WHAT YOU ARE ASKED TO DO: Each line in the records below, from the one that contains "index pip: (493, 379)" to the one that contains "pinky pip: (376, 400)", should be reproduced exactly, the first and last included.

INPUT MATERIAL:
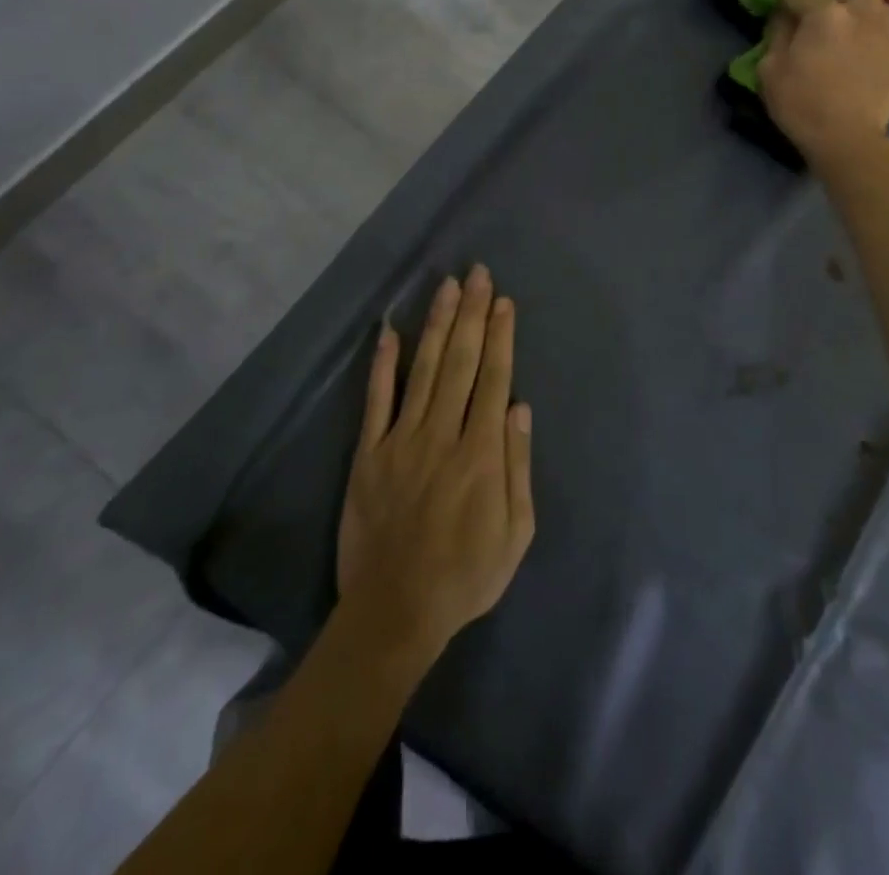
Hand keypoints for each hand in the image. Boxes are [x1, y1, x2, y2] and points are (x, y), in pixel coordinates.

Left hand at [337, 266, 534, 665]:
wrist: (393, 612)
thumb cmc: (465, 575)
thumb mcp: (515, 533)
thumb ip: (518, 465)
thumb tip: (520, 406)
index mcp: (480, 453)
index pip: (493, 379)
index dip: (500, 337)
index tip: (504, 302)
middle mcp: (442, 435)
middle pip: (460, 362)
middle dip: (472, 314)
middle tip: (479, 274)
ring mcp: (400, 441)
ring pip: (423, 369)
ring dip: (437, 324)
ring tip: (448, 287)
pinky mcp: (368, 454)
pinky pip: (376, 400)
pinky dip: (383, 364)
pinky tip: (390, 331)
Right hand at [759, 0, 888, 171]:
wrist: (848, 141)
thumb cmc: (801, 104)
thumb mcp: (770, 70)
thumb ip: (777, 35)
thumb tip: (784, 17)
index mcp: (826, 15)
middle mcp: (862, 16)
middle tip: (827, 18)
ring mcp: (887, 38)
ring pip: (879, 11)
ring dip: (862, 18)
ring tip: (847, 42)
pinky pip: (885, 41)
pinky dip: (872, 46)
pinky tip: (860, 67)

---

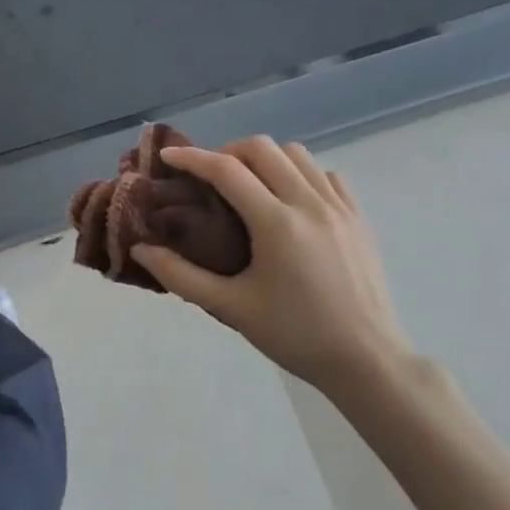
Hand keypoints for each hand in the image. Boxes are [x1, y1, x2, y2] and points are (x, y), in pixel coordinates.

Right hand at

PROBLEM SOLUTION:
index pip: (493, 379)
index dip: (500, 337)
index tip: (504, 302)
middle mcp: (442, 435)
middle pip: (460, 362)
middle dip: (472, 314)
middle tip: (479, 274)
ring mcp: (400, 441)
ring pip: (423, 369)
ring dip: (437, 324)
ring tip: (448, 287)
pinky mcp: (368, 454)
pinky pip: (376, 400)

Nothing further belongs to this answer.